▸ **Source information**
──────────

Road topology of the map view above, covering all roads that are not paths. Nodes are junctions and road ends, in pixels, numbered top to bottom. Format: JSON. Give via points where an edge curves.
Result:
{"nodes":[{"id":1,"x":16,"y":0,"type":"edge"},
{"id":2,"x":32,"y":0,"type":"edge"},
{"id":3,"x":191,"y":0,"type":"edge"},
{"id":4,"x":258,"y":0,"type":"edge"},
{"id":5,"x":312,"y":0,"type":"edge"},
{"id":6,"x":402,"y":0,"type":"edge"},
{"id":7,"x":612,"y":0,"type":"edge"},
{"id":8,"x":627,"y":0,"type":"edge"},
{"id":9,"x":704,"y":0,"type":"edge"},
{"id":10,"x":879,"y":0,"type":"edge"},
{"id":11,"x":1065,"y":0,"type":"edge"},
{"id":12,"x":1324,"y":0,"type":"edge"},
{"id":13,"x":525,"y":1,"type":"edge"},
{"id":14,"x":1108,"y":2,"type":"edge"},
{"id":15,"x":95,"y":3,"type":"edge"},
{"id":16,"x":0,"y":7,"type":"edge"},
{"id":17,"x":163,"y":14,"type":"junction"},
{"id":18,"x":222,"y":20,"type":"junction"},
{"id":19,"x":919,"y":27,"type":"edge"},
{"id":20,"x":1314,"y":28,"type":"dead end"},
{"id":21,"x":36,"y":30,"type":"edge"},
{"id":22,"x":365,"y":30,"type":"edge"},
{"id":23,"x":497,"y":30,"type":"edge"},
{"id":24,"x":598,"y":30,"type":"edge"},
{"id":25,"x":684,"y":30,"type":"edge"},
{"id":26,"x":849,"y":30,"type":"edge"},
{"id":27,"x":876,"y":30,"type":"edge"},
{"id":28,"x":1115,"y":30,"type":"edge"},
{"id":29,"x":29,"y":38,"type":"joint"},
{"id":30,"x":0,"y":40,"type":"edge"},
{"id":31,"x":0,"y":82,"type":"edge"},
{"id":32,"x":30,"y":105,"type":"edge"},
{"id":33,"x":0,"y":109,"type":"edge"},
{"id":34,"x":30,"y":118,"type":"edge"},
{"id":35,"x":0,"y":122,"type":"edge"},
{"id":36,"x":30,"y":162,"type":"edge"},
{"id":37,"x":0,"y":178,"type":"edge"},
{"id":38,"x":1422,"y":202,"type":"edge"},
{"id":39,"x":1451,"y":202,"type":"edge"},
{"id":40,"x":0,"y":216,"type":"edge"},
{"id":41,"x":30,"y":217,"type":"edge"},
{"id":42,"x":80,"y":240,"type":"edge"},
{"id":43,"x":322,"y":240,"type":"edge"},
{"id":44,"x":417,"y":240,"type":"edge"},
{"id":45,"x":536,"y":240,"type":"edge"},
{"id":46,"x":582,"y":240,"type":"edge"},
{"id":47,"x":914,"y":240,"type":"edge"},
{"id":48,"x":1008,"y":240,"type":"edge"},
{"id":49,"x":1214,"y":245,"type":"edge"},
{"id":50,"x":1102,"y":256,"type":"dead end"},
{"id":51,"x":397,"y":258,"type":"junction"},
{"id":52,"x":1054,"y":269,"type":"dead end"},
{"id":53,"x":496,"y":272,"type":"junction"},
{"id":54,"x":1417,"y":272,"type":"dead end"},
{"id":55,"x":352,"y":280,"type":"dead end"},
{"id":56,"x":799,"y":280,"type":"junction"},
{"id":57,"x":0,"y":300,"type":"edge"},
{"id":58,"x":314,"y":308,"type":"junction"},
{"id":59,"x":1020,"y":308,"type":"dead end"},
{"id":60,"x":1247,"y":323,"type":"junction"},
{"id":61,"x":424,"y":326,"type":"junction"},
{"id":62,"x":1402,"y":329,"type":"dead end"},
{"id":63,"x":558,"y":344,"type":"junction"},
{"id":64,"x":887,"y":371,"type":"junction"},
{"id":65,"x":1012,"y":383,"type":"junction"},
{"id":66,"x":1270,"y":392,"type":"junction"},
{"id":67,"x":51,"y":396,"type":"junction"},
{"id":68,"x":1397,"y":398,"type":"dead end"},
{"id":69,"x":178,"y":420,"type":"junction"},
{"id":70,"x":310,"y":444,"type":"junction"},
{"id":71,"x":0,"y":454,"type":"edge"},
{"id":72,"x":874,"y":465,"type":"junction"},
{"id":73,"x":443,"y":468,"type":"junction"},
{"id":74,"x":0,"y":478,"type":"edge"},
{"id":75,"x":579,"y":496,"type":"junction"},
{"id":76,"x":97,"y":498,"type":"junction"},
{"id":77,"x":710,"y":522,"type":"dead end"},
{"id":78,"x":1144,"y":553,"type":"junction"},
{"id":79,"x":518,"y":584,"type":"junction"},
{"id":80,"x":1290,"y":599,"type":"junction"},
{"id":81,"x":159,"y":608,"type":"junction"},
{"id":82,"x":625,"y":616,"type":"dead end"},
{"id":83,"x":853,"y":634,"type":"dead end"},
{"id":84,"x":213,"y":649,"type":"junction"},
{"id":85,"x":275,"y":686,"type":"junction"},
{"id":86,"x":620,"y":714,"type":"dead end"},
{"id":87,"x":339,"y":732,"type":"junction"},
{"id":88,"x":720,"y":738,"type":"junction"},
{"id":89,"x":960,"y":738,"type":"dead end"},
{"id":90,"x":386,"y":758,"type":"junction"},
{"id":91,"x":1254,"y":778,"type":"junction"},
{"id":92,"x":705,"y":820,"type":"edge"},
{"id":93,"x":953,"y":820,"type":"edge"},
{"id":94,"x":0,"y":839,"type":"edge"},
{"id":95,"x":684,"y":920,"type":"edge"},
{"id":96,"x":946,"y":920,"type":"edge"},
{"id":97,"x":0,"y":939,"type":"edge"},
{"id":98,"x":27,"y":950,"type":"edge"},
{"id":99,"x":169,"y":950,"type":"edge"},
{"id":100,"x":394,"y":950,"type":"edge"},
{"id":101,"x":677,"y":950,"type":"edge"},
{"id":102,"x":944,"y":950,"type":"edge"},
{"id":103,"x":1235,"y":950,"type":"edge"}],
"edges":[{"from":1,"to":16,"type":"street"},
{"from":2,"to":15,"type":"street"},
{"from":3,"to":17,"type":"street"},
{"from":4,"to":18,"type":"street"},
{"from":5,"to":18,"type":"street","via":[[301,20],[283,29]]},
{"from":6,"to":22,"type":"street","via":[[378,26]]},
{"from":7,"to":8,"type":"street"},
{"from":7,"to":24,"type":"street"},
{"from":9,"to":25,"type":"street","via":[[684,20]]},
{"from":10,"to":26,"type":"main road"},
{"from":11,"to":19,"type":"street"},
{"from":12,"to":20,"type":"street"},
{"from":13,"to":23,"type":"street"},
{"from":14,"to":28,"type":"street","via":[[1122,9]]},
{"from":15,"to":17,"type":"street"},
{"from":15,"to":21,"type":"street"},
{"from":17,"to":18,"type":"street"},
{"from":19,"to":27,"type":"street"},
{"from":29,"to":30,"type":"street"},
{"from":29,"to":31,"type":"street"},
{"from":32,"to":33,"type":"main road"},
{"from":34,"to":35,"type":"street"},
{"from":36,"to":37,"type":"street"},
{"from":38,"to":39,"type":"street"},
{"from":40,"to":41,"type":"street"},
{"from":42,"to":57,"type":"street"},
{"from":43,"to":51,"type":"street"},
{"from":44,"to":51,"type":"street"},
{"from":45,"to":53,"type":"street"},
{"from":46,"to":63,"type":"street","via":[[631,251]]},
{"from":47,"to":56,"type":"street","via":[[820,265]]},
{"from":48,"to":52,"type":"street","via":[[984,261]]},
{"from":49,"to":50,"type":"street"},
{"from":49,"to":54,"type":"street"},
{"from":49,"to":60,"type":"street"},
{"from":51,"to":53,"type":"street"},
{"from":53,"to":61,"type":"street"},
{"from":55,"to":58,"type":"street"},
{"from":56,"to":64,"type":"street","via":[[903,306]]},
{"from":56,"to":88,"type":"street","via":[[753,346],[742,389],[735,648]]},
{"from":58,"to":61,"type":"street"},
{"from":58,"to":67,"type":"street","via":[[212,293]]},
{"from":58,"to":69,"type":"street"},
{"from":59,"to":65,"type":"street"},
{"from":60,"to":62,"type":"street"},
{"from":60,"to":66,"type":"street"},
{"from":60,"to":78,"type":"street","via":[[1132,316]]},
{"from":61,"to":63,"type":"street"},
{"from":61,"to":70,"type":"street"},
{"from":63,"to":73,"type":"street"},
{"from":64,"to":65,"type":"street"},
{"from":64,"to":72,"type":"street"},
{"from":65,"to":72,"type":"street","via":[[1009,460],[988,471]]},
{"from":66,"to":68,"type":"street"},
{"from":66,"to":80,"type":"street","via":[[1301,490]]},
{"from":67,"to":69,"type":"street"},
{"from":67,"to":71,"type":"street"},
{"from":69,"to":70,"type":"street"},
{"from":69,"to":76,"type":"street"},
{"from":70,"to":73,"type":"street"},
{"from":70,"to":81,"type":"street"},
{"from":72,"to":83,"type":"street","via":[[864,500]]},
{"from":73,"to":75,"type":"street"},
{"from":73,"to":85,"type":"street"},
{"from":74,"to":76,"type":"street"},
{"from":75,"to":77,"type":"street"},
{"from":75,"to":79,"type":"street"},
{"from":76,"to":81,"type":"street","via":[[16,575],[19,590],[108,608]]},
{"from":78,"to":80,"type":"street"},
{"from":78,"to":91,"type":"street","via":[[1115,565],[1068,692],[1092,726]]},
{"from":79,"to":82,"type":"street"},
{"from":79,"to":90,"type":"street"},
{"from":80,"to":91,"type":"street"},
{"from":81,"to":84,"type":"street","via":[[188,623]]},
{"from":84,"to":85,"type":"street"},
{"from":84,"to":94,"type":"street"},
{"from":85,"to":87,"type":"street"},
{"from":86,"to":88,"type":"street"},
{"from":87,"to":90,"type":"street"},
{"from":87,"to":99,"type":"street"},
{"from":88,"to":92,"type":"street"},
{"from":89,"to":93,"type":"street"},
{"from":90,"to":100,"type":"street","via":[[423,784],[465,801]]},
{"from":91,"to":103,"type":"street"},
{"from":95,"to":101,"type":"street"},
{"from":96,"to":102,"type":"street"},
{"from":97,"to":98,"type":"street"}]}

──────────

▸ **What is expected**
Pick out the lines above that hold the string "main" and show them.

▸ **Exercise response**
{"from":10,"to":26,"type":"main road"},
{"from":32,"to":33,"type":"main road"},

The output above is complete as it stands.